Ingredients:
- 2 lbs butternut squash
- 0.5 cup whole milk ricotta cheese, strained
- 0.5 cup Parmigiano-Reggiano cheese, freshly grated
- 1 large egg yolk
- 0.25 tsp ground nutmeg
- 1 tsp kosher salt
- 1.75 cups all-purpose flour, plus extra for dusting
- 6 tbsp unsalted butter
- 15 fresh sage leaves
- 1 tsp lemon juice
- 0.25 tsp freshly cracked black pepper
Instructions:
- Preheat oven to 400°F (200°C). Halve the butternut squash and remove seeds. Roast flesh-side down on a parchment-lined baking sheet for 50 minutes until tender.
- Scoop out the warm flesh and pass through a potato ricer.
- Combine the squash, strained ricotta, 0.5 cup Parmigiano Reggiano, 1 egg yolk, 0.25 tsp nutmeg, and 1 tsp kosher salt.

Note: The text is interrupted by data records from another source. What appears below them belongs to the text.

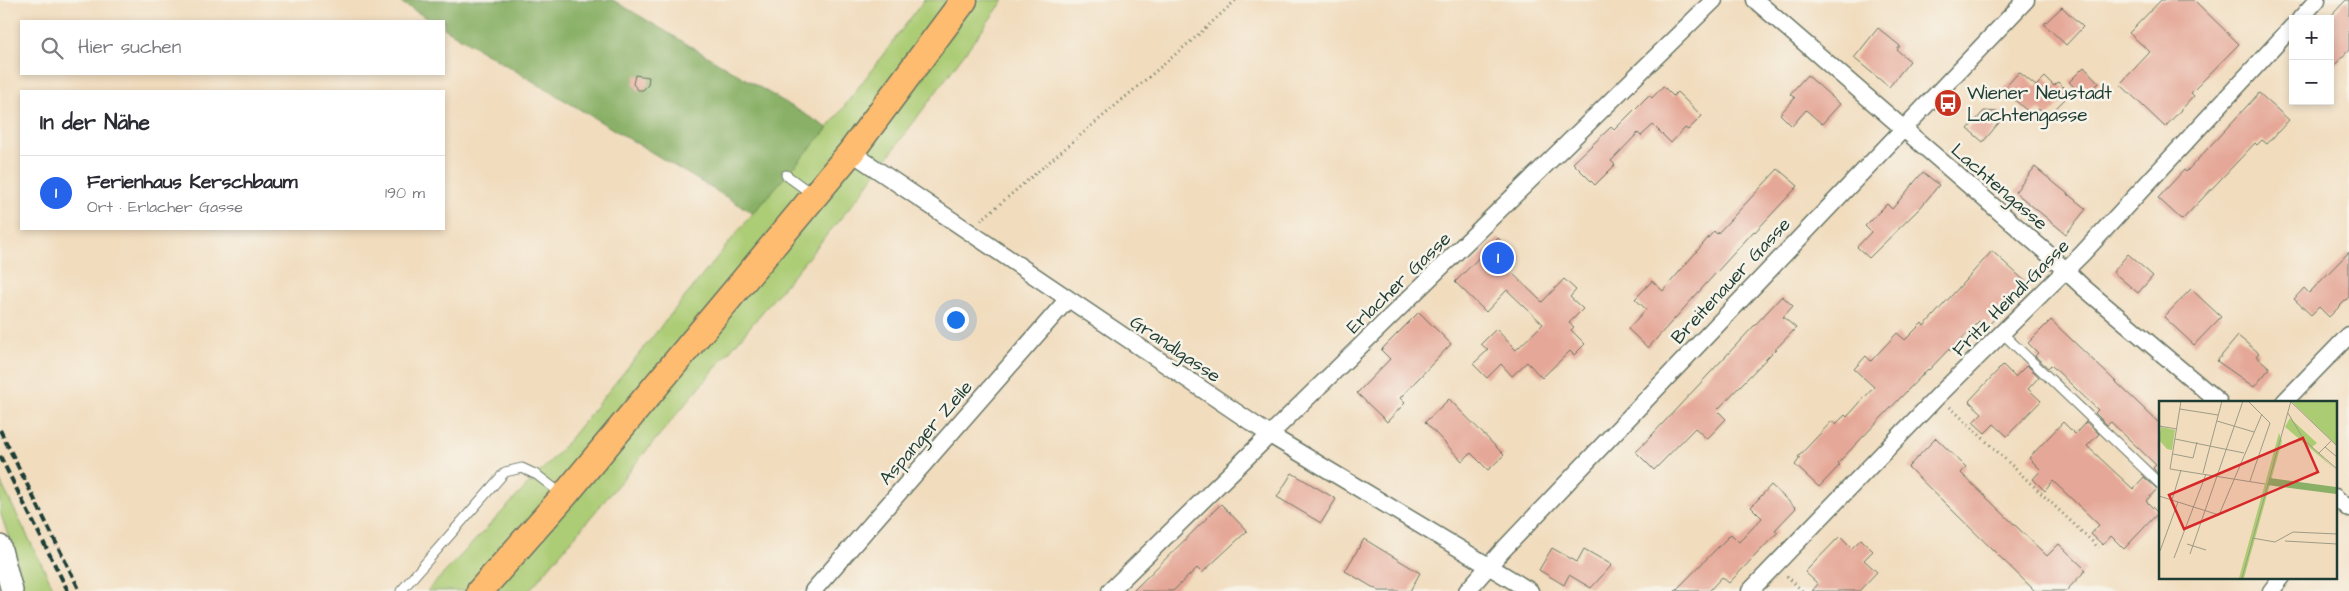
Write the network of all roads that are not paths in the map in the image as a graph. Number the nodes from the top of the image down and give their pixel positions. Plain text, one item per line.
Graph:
1 (964, 0) edge
2 (1714, 0) edge
3 (1755, 0) edge
4 (2026, 0) edge
5 (2317, 0) edge
6 (2304, 15) edge
7 (2289, 30) edge
8 (1902, 129) junction
9 (850, 152) junction
10 (786, 175) dead end
11 (814, 195) junction
12 (2064, 270) junction
13 (1067, 300) junction
14 (2001, 332) junction
15 (2349, 335) edge
16 (2218, 401) edge
17 (2285, 401) edge
18 (1270, 435) junction
19 (2159, 483) edge
20 (564, 496) junction
21 (0, 546) edge
22 (1488, 566) junction
23 (2281, 578) edge
24 (12, 591) edge
25 (401, 591) edge
26 (480, 591) edge
27 (813, 591) edge
28 (1110, 591) edge
29 (1466, 591) edge
30 (1530, 591) edge
31 (1750, 591) edge
32 (2271, 591) edge

1 - 9 main road
2 - 18 street, Erlacher Gasse
3 - 8 street, Lachtengasse
4 - 8 street, Breitenauer Gasse
5 - 6 street
7 - 12 street, Fritz Heindl-Gasse
8 - 12 street, Lachtengasse
8 - 22 street, Breitenauer Gasse
9 - 11 main road
9 - 13 street, Grandlgasse
10 - 11 lane
11 - 20 main road
12 - 14 street, Fritz Heindl-Gasse
12 - 16 street, Lachtengasse
13 - 18 street, Grandlgasse
13 - 27 street, Aspanger Zeile
14 - 19 lane
14 - 31 street, Fritz Heindl-Gasse
15 - 17 street
18 - 22 street, Grandlgasse
18 - 28 street, Erlacher Gasse
20 - 25 lane
20 - 26 main road
21 - 24 street
22 - 29 street, Breitenauer Gasse
22 - 30 street, Grandlgasse
23 - 32 street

- Gradually fold in 1.75 cups all purpose flour.
- Roll dough into long ropes and cut into 1-inch pillows. Bring a large pot of salted water to a boil and cook gnocchi until they float.
- In a wide skillet, melt butter over medium heat until it begins to foam and brown. Add sage leaves until crisp. Transfer boiled gnocchi directly to the skillet and sear until a light crust forms. Finish with lemon juice and black pepper.